Start of Data to process

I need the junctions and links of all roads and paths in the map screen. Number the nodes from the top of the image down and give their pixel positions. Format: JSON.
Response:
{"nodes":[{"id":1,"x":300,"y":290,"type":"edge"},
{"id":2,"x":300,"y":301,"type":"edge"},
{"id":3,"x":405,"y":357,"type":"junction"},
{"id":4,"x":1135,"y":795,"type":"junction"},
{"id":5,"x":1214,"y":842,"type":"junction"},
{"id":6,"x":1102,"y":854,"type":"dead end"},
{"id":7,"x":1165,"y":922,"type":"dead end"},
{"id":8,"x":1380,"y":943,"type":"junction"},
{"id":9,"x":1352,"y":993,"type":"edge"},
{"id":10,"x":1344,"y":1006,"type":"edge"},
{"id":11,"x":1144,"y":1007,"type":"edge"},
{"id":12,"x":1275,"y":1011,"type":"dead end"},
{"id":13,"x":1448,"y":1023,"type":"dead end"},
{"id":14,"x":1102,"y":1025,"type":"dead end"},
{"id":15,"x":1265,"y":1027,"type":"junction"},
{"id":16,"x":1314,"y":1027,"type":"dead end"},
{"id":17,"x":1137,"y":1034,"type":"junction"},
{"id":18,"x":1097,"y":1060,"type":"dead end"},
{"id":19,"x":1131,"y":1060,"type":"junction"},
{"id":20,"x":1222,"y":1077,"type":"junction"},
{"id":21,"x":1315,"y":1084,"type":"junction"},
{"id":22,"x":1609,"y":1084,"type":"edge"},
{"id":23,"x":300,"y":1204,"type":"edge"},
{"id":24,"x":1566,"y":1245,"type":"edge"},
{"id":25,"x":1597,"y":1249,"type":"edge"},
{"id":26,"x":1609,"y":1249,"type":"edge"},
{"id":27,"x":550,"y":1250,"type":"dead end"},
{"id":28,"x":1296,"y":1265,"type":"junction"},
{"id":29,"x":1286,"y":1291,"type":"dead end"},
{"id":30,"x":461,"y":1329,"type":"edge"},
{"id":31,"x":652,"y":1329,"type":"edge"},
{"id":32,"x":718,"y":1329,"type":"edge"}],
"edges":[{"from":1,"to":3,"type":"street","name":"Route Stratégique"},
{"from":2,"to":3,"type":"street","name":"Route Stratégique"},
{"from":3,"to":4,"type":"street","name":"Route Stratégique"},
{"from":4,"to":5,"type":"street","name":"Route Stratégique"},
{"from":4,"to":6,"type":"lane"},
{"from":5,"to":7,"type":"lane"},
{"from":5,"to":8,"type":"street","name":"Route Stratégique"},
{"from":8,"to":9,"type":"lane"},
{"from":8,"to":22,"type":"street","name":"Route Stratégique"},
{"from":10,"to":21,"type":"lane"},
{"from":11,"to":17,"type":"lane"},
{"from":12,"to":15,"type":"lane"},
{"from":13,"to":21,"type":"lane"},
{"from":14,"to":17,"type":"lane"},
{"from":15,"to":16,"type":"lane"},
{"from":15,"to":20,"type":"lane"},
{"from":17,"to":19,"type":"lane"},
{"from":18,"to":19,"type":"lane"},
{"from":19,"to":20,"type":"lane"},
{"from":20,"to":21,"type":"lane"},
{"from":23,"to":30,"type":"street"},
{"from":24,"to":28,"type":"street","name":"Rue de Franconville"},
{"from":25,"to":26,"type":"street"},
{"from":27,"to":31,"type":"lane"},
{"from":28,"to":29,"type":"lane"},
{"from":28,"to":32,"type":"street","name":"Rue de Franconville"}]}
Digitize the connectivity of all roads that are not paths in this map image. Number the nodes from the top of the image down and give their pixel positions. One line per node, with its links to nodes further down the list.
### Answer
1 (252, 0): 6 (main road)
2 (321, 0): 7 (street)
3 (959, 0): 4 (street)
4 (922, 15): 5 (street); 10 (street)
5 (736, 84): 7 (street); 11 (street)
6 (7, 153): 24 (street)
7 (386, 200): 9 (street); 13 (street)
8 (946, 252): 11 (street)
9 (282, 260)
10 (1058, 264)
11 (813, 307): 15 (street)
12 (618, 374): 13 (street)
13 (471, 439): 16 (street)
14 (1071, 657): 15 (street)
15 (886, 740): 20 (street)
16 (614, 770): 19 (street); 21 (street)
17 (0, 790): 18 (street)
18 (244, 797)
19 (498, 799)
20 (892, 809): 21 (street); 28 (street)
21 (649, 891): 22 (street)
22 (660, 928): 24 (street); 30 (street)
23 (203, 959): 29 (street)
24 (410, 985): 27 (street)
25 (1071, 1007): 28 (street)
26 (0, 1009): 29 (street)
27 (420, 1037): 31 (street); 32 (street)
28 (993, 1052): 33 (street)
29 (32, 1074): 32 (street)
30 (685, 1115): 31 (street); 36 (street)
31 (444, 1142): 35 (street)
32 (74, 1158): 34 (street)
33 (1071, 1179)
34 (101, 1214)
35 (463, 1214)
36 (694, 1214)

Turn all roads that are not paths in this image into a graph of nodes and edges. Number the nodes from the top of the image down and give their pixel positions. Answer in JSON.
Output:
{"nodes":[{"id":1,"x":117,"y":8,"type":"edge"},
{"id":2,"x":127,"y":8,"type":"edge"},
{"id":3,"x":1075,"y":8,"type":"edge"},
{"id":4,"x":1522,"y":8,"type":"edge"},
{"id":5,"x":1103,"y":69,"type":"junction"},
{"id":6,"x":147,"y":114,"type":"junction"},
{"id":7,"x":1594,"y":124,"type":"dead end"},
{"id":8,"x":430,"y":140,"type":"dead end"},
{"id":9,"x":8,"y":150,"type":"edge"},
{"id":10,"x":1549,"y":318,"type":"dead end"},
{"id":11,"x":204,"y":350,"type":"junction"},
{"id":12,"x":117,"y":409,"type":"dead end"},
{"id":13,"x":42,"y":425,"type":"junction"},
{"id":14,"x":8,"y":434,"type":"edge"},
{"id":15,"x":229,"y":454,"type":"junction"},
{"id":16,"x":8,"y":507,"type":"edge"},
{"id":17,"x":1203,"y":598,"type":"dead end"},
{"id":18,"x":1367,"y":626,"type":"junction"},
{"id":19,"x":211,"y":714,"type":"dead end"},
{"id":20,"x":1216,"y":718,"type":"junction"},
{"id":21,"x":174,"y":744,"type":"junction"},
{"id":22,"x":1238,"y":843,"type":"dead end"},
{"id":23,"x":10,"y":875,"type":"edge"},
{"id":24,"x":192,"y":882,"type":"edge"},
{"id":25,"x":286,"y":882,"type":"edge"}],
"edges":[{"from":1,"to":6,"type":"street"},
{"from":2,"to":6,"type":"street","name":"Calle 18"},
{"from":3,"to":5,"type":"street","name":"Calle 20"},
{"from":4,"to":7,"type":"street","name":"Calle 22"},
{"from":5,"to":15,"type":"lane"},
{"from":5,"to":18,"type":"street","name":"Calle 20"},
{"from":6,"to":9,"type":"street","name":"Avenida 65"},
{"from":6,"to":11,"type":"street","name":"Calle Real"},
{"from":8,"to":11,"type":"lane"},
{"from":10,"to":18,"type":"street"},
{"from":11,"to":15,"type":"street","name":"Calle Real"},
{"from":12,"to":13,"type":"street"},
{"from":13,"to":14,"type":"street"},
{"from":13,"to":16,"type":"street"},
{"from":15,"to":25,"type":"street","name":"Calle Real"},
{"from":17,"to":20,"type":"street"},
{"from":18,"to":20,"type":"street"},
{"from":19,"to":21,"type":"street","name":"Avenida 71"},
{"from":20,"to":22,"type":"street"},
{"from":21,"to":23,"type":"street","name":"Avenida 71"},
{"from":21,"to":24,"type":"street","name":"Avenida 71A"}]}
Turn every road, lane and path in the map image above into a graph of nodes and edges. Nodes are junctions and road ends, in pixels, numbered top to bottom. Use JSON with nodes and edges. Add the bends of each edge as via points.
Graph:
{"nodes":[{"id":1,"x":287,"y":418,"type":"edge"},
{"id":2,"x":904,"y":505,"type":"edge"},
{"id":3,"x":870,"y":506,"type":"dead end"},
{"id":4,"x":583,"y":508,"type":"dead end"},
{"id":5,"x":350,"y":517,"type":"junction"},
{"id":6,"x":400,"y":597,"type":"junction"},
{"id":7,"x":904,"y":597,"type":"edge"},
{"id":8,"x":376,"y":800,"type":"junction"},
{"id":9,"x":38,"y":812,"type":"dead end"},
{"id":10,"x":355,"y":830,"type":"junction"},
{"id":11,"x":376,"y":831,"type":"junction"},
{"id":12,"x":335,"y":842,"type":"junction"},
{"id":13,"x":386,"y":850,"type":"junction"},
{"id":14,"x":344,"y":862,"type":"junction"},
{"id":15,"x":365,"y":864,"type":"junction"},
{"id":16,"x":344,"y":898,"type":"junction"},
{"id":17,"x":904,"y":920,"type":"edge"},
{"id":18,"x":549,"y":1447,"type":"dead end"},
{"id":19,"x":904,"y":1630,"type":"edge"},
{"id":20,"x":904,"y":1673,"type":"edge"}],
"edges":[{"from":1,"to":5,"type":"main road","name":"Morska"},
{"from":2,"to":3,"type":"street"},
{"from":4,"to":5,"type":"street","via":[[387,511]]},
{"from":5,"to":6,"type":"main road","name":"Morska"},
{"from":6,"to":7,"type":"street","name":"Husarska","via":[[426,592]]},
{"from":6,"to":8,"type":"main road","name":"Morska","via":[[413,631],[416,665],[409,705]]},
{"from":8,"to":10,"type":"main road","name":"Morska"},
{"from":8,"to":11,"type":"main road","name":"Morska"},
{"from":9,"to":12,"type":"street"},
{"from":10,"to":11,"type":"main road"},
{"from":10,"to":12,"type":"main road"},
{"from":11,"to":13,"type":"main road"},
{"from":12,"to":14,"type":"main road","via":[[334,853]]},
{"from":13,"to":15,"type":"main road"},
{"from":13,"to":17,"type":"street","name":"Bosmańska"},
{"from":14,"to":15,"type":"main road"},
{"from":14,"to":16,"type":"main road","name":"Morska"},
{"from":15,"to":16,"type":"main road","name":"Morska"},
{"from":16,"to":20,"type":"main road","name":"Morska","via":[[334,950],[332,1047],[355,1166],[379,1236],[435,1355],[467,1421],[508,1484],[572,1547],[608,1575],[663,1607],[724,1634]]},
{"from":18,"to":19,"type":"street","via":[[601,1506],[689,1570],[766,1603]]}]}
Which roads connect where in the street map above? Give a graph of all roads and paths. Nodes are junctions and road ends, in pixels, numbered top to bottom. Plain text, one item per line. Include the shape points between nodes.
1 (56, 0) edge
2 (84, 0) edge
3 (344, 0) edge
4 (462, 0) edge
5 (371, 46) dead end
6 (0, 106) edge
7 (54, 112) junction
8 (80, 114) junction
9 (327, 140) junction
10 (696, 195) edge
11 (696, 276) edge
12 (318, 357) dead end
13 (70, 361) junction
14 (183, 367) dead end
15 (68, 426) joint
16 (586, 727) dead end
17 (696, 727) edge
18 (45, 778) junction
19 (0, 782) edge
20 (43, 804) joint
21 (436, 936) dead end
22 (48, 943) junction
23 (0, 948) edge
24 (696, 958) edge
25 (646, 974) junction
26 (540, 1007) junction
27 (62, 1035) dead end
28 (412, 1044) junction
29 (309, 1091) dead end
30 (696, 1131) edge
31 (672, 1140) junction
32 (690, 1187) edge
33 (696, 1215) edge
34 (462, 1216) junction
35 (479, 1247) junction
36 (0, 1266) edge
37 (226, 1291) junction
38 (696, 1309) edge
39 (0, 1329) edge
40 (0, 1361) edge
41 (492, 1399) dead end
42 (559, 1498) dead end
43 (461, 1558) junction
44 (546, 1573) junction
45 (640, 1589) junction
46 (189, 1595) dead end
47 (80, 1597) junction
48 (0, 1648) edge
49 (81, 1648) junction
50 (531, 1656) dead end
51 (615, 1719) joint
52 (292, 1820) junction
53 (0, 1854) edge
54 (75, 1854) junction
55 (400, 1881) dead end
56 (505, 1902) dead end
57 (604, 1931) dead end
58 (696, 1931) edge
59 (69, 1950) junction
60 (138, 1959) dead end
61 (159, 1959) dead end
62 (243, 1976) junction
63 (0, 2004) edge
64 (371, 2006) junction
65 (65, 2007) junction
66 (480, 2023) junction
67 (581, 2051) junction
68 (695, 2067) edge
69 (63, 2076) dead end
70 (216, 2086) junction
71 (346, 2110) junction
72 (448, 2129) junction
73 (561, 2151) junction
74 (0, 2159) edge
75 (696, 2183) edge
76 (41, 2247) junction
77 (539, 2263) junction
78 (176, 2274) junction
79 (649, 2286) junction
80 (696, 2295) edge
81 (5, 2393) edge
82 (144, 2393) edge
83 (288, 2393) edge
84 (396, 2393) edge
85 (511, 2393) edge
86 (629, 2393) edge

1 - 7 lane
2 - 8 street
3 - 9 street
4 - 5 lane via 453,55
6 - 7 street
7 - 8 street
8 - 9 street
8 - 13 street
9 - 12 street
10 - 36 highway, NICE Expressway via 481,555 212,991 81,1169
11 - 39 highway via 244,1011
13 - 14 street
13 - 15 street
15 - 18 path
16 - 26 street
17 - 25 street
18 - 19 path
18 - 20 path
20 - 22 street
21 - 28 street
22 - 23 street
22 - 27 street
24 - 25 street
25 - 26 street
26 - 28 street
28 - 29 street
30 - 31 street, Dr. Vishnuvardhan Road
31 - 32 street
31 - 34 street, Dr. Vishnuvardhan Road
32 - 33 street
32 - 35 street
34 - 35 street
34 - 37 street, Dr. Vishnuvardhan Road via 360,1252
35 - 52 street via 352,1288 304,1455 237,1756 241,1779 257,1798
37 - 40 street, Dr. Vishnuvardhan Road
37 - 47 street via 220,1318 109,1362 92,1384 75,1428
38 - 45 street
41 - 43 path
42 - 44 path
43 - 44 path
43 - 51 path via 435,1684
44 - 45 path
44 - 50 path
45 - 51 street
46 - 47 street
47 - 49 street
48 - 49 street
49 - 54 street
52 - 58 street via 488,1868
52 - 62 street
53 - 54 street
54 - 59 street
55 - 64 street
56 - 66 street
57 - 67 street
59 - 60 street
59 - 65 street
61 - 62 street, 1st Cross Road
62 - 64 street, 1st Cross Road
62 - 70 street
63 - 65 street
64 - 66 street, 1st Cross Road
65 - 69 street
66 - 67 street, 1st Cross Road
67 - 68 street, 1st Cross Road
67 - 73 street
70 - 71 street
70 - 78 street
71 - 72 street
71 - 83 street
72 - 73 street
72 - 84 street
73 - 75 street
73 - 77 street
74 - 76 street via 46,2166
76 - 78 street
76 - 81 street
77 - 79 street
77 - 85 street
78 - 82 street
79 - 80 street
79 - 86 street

End of Data to process

> **Problem description**
Look through the entries above for the word "roads". Copy every line where it shows up.

> **Solution for this problem**
I need the junctions and links of all roads and paths in the map screen. Number the nodes from the top of the image down and give their pixel positions. Format: JSON.
Digitize the connectivity of all roads that are not paths in this map image. Number the nodes from the top of the image down and give their pixel positions. One line per node, with its links to nodes further down the list.
Turn all roads that are not paths in this image into a graph of nodes and edges. Number the nodes from the top of the image down and give their pixel positions. Answer in JSON.
Which roads connect where in the street map above? Give a graph of all roads and paths. Nodes are junctions and road ends, in pixels, numbered top to bottom. Plain text, one item per line. Include the shape points between nodes.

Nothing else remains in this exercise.